SUPPLIED MATERIAL section start

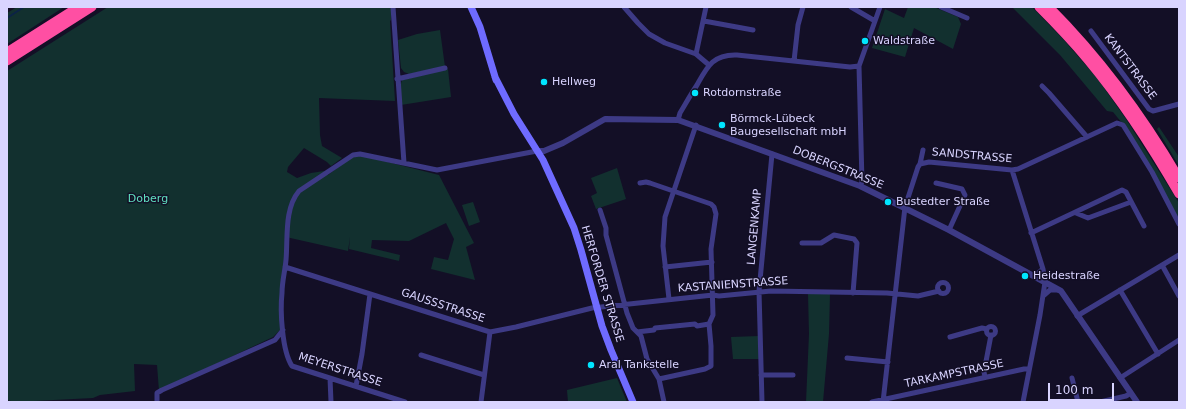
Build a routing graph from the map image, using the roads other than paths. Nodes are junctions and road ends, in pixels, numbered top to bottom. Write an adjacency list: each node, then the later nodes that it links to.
1 (78, 7): 18 (highway)
2 (92, 7): 20 (highway)
3 (393, 7): 25 (street)
4 (471, 7): 32 (main road, HERFORDER STRASSE)
5 (624, 7): 19 (street)
6 (706, 7): 14 (street)
7 (803, 7): 21 (street)
8 (851, 7): 15 (street)
9 (880, 7): 15 (street)
10 (941, 7): 13 (street)
11 (1039, 7): 42 (highway)
12 (1049, 7): 37 (highway)
13 (966, 18)
14 (704, 21): 16 (street); 19 (street)
15 (875, 21): 23 (street)
16 (753, 30)
17 (1091, 31): 27 (street, KANTSTRASSE)
18 (7, 52)
19 (696, 54): 22 (street)
20 (7, 61)
21 (794, 61): 22 (street); 23 (street)
22 (709, 65): 28 (street)
23 (859, 66): 40 (street)
24 (445, 68): 25 (street)
25 (397, 79): 34 (street)
26 (1042, 86): 30 (street)
27 (1179, 104)
28 (678, 120): 29 (street, DOBERGSTRASSE); 32 (street, DOBERGSTRASSE)
29 (696, 126): 33 (street, DOBERGSTRASSE); 41 (street)
30 (1087, 137): 36 (street, SANDSTRASSE); 47 (street, SANDSTRASSE)
31 (923, 150): 35 (street)
32 (537, 151): 34 (street, MEYERSTRASSE); 72 (main road, HERFORDER STRASSE)
33 (772, 154): 40 (street, DOBERGSTRASSE); 62 (street, LANGENKAMP)
34 (404, 163): 55 (street, MEYERSTRASSE)
35 (920, 164): 36 (street, SANDSTRASSE); 44 (street)
36 (1012, 170): 50 (street)
37 (1179, 178)
38 (936, 182): 49 (street)
39 (640, 183): 41 (street)
40 (860, 186): 44 (street, DOBERGSTRASSE)
41 (673, 191): 53 (street); 56 (street)
42 (1179, 194)
43 (1131, 202): 46 (street); 46 (street); 48 (street)
44 (905, 207): 49 (street, DOBERGSTRASSE); 66 (street)
45 (600, 210): 71 (street)
46 (1076, 213): 50 (street)
47 (1179, 224)
48 (1144, 226)
49 (949, 230): 58 (street, DOBERGSTRASSE)
50 (1031, 233): 57 (street)
51 (802, 243): 64 (street)
52 (1179, 255): 54 (street)
53 (712, 262): 56 (street); 67 (street)
54 (1162, 265): 61 (street); 69 (street)
55 (285, 267): 65 (street, GAUSSSTRASSE); 75 (street, MEYERSTRASSE)
56 (665, 267): 70 (street)
57 (1043, 269): 58 (street); 59 (street)
58 (1032, 275): 59 (street, DOBERGSTRASSE)
59 (1045, 282): 60 (street, DOBERGSTRASSE); 68 (street)
60 (1058, 290): 68 (street); 73 (street, DOBERGSTRASSE)
61 (1120, 290): 73 (street); 82 (street)
62 (759, 291): 64 (street, KASTANIENSTRASSE); 67 (street, KASTANIENSTRASSE); 88 (street, LANGENKAMP)
63 (939, 291): 66 (street, KASTANIENSTRASSE)
64 (852, 293): 66 (street, KASTANIENSTRASSE)
65 (370, 294): 76 (street, GAUSSSTRASSE); 95 (street)
66 (894, 294): 85 (street)
67 (713, 295): 70 (street, KASTANIENSTRASSE); 74 (street)
68 (1043, 296): 86 (street)
69 (1179, 296)
70 (669, 299): 71 (street, KASTANIENSTRASSE)
71 (625, 304): 72 (street, KASTANIENSTRASSE); 77 (street)
72 (597, 307): 76 (street, GAUSSSTRASSE); 103 (main road, HERFORDER STRASSE)
73 (1077, 316): 93 (street, DOBERGSTRASSE)
74 (709, 324): 77 (street); 94 (street)
75 (283, 330): 79 (street); 81 (street, MEYERSTRASSE)
76 (490, 332): 87 (street)
77 (637, 332): 94 (street)
78 (950, 337): 90 (street)
79 (275, 340): 81 (street); 99 (street)
80 (1179, 340): 82 (street)
81 (284, 343): 91 (street, MEYERSTRASSE)
82 (1158, 354): 93 (street)
83 (422, 355): 87 (street)
84 (846, 358): 85 (street)
85 (888, 362): 98 (street)
86 (1029, 369): 90 (street, TARKAMPSTRASSE); 107 (street)
87 (484, 375): 102 (street)
88 (761, 375): 89 (street); 105 (street, LANGENKAMP)
89 (793, 375)
90 (985, 377): 98 (street, TARKAMPSTRASSE)
91 (330, 378): 95 (street, MEYERSTRASSE); 100 (street)
92 (1072, 378): 108 (street)
93 (1120, 378): 96 (street, DOBERGSTRASSE)
94 (659, 379): 104 (street)
95 (356, 386): 97 (street, MEYERSTRASSE)
96 (1130, 393): 109 (street); 110 (street, DOBERGSTRASSE)
97 (399, 401): 101 (street, MEYERSTRASSE)
98 (883, 401): 106 (street, TARKAMPSTRASSE)
99 (157, 402)
100 (332, 402)
101 (405, 402)
102 (481, 402)
103 (633, 402)
104 (664, 402)
105 (762, 402)
106 (872, 402)
107 (1023, 402)
108 (1078, 402)
109 (1100, 402)
110 (1137, 402)

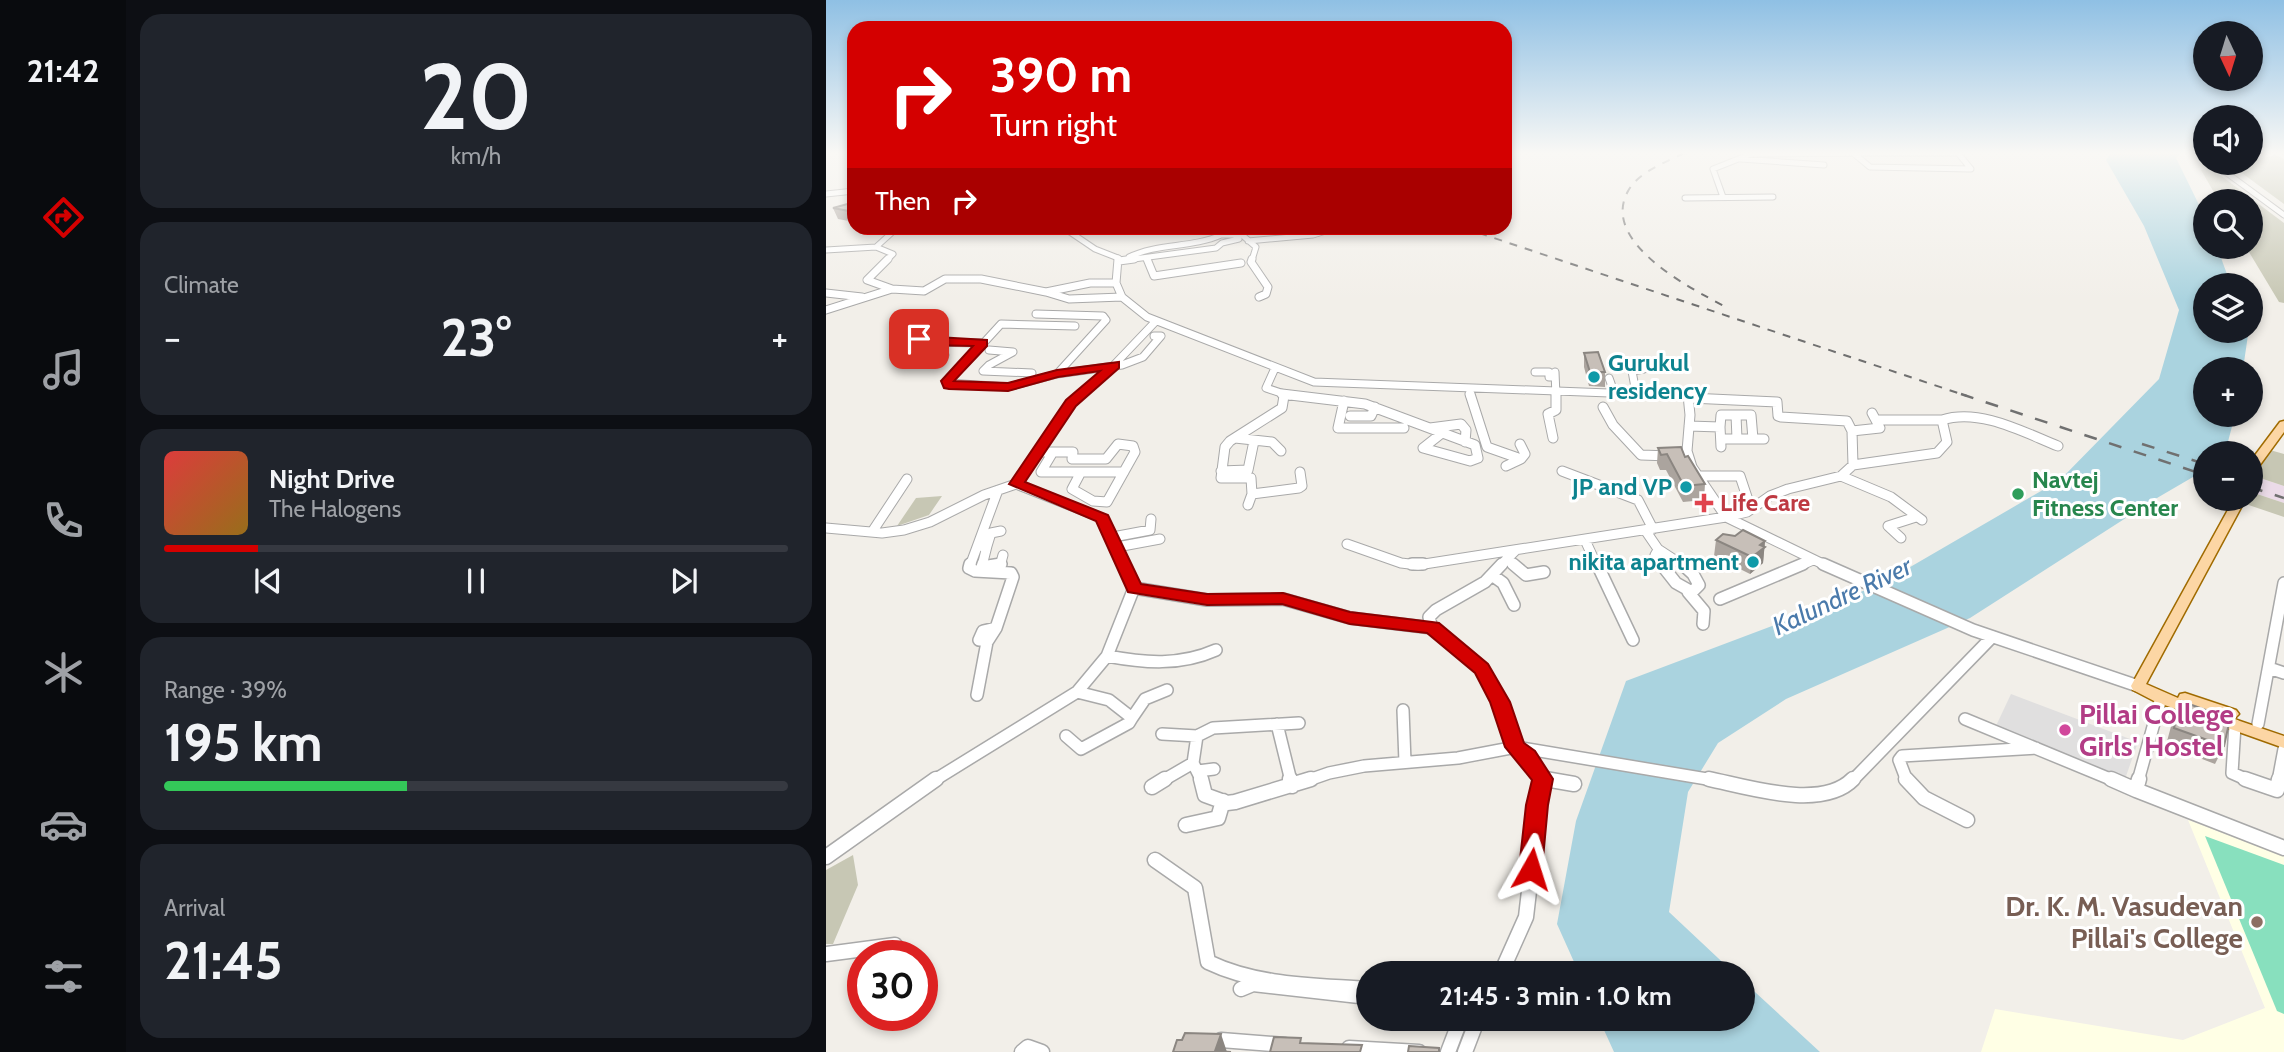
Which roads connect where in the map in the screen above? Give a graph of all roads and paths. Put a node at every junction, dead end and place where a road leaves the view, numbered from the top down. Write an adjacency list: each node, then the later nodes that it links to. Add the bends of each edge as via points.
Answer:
1 (2266, 202): 2 (street)
2 (2284, 215)
3 (889, 235): 9 (street)
4 (1074, 235): 13 (street)
5 (1212, 235): 13 (street, via 1131,251)
6 (1242, 235): 8 (street)
7 (1312, 235): 8 (street)
8 (1248, 241): 21 (street, via 1256,247 1251,262 1268,287)
9 (876, 247): 10 (street); 16 (street, via 893,254 867,280)
10 (826, 250)
11 (1147, 258): 12 (street); 12 (street, via 1216,248 1239,239 1221,235 1205,242 1139,252 1129,257); 14 (street, via 1154,276)
12 (1133, 259): 13 (street)
13 (1119, 260): 15 (street)
14 (1241, 263)
15 (1116, 283): 17 (street); 20 (street)
16 (892, 289): 17 (street, via 924,291 938,281 965,278); 19 (street)
17 (1046, 292): 20 (street, via 1069,299)
18 (826, 293): 19 (street)
19 (866, 297): 22 (street)
20 (1122, 297): 24 (street)
21 (1259, 297)
22 (826, 310)
23 (1036, 314): 33 (street, via 1104,316 1106,320)
24 (1156, 321): 29 (street); 30 (street)
25 (1075, 326): 27 (street, via 1004,323)
26 (1154, 336): 29 (street, via 1161,336 1143,357)
27 (986, 346): 28 (street, via 925,342 921,336 908,354); 33 (street, via 1013,352 1006,359 992,361 983,371); 33 (street, via 947,383 1008,387)
28 (945, 355)
29 (1114, 365): 33 (street); 67 (street, via 1071,403)
30 (1275, 368): 35 (street, via 1314,382); 39 (street, via 1266,388)
31 (1644, 369): 38 (street, via 1632,371)
32 (1535, 372): 36 (street, via 1553,374)
33 (1050, 374)
34 (1608, 378): 37 (street)
35 (1469, 388): 36 (street); 65 (street)
36 (1555, 390): 37 (street); 57 (street, via 1556,410 1548,414)
37 (1614, 393): 38 (street)
38 (1636, 393): 40 (street)
39 (1284, 396): 41 (street); 56 (street, via 1282,408)
40 (1690, 398): 49 (street); 53 (street, via 1781,403 1778,415 1847,421)
41 (1344, 401): 42 (street); 51 (street, via 1338,428)
42 (1376, 407): 45 (street, via 1371,416); 47 (street)
43 (1604, 407): 70 (street, via 1613,425 1641,455)
44 (1736, 415): 50 (street, via 1721,415); 58 (street); 59 (street, via 1753,416)
45 (1350, 416)
46 (1942, 420): 53 (street, via 1874,416 1880,428); 64 (street, via 1956,415 1973,417); 73 (street, via 1947,442 1937,453)
47 (1412, 422): 51 (street); 52 (street)
48 (2284, 424): 69 (main road)
49 (1689, 426): 50 (street); 70 (street)
50 (1720, 427): 58 (street, via 1721,443)
51 (1404, 428): 55 (street)
52 (1430, 428): 54 (street); 62 (street, via 1461,424 1466,430)
53 (1852, 430): 73 (street)
54 (1442, 433): 62 (street); 62 (street, via 1423,448 1475,461 1477,448)
55 (1396, 436)
56 (1234, 438): 61 (street); 75 (street, via 1224,447)
57 (1553, 438)
58 (1737, 439): 59 (street)
59 (1753, 439): 60 (street)
60 (1764, 439)
61 (1254, 441): 66 (street, via 1272,442); 75 (street, via 1248,470)
62 (1465, 442)
63 (1520, 444): 72 (street, via 1525,454)
64 (2058, 446)
65 (1487, 447): 71 (street); 72 (street)
66 (1281, 451)
67 (1038, 452): 68 (street); 77 (street)
68 (1053, 452): 78 (street); 80 (street, via 1073,452 1072,459 1106,458 1114,445 1133,446 1135,452)
69 (2263, 453)
70 (1688, 455): 82 (street)
71 (1483, 457)
72 (1521, 459): 74 (street)
73 (1853, 465): 83 (street)
74 (1506, 467)
75 (1221, 471): 87 (street, via 1222,480 1251,478)
76 (1562, 471): 94 (street, via 1638,500)
77 (1024, 472): 78 (street); 85 (street)
78 (1041, 472): 79 (street)
79 (1081, 472): 80 (street); 80 (street, via 1072,489 1104,503)
80 (1124, 472)
81 (1300, 472): 87 (street, via 1299,488)
82 (1697, 476): 89 (street, via 1740,476); 91 (street)
83 (1841, 476): 89 (street, via 1788,489); 97 (street, via 1891,497 1919,519 1888,526)
84 (907, 479): 96 (street)
85 (1016, 484): 86 (street); 100 (street, via 1102,518)
86 (998, 490): 96 (street, via 930,522); 103 (street)
87 (1252, 494): 88 (street)
88 (1248, 505)
89 (1751, 509): 91 (street)
90 (2233, 511): 122 (main road)
91 (1726, 517): 94 (street); 105 (street)
92 (1151, 519): 100 (street, via 1152,529)
93 (826, 528): 96 (street)
94 (1649, 529): 99 (street); 102 (street)
95 (1001, 531): 103 (street, via 991,533)
96 (872, 532)
97 (1901, 538)
98 (1160, 539): 100 (street)
99 (1585, 540): 104 (street); 116 (street)
100 (1120, 541): 109 (street)
101 (1347, 544): 104 (street, via 1418,565)
102 (1658, 550): 110 (street, via 1658,562); 110 (street, via 1697,576 1699,585)
103 (984, 554): 125 (street, via 969,568 1011,573 1013,577 986,630)
104 (1512, 556): 106 (street, via 1526,575); 107 (street)
105 (1813, 560): 111 (street); 115 (street)
106 (1544, 572)
107 (1492, 575): 112 (street, via 1503,583); 114 (street, via 1431,613)
108 (2284, 583): 117 (street)
109 (1134, 588): 114 (street, via 1207,600 1283,598 1350,618); 119 (street)
110 (1688, 592): 113 (street, via 1704,611)
111 (1720, 599)
112 (1514, 606)
113 (1703, 624)
114 (1432, 628): 139 (street, via 1482,668)
115 (1992, 637): 122 (street); 139 (street, via 1845,788 1821,795 1800,796)
116 (1633, 640)
117 (2279, 642): 120 (street)
118 (1216, 650): 119 (street, via 1172,664)
119 (1107, 656): 124 (street)
120 (2269, 668): 121 (street); 132 (street)
121 (2284, 673)
122 (2138, 686): 126 (main road); 132 (main road)
123 (1167, 690): 128 (street, via 1152,693)
124 (1077, 692): 128 (street, via 1109,700); 154 (street, via 909,796)
125 (977, 695)
126 (2161, 698): 133 (main road); 149 (street)
127 (1403, 710): 142 (street)
128 (1132, 718): 136 (street, via 1081,749)
129 (1965, 719): 140 (street)
130 (1299, 723): 131 (street)
131 (1276, 724): 137 (street, via 1213,728); 147 (street)
132 (2258, 724): 134 (main road)
133 (2235, 725): 138 (main road); 141 (street, via 2234,776 2277,790)
134 (2284, 733)
135 (1162, 734): 137 (street)
136 (1066, 736)
137 (1197, 736): 143 (street)
138 (2284, 742)
139 (1516, 747): 142 (street); 145 (street)
140 (2035, 748): 149 (street); 151 (street, via 1902,756 1901,771 1913,788)
141 (2284, 749)
142 (1405, 762): 147 (street, via 1329,773)
143 (1196, 767): 144 (street); 148 (street); 150 (street, via 1205,796)
144 (1214, 769)
145 (1542, 779): 146 (street); 158 (street, via 1526,916)
146 (1574, 783)
147 (1292, 786): 150 (street, via 1235,802)
148 (1152, 788)
149 (2136, 790): 153 (street)
150 (1223, 801): 152 (street, via 1218,818)
151 (1967, 820)
152 (1186, 825)
153 (2284, 848)
154 (826, 857)
155 (1154, 860): 159 (street, via 1195,888 1208,962 1247,977)
156 (847, 951): 157 (street)
157 (826, 954)
158 (1506, 961)
159 (1356, 988)
160 (1241, 989): 161 (street, via 1253,985)
161 (1356, 996)
162 (1458, 1031): 173 (street)
163 (1473, 1031): 174 (street)
164 (1221, 1040): 167 (street)
165 (1306, 1046): 167 (street)
166 (1334, 1047): 168 (street)
167 (1277, 1048)
168 (1375, 1051): 171 (street)
169 (1022, 1052): 170 (street, via 1028,1048)
170 (1042, 1052)
171 (1410, 1052): 172 (street)
172 (1419, 1052)
173 (1448, 1052)
174 (1465, 1052)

SUPPLIED MATERIAL section end

» WHAT THE TASK REQUIRES: Nothing but a number is expected here: the number of lines above that hold the word "SANDSTRASSE".

» TASK RESULT: 2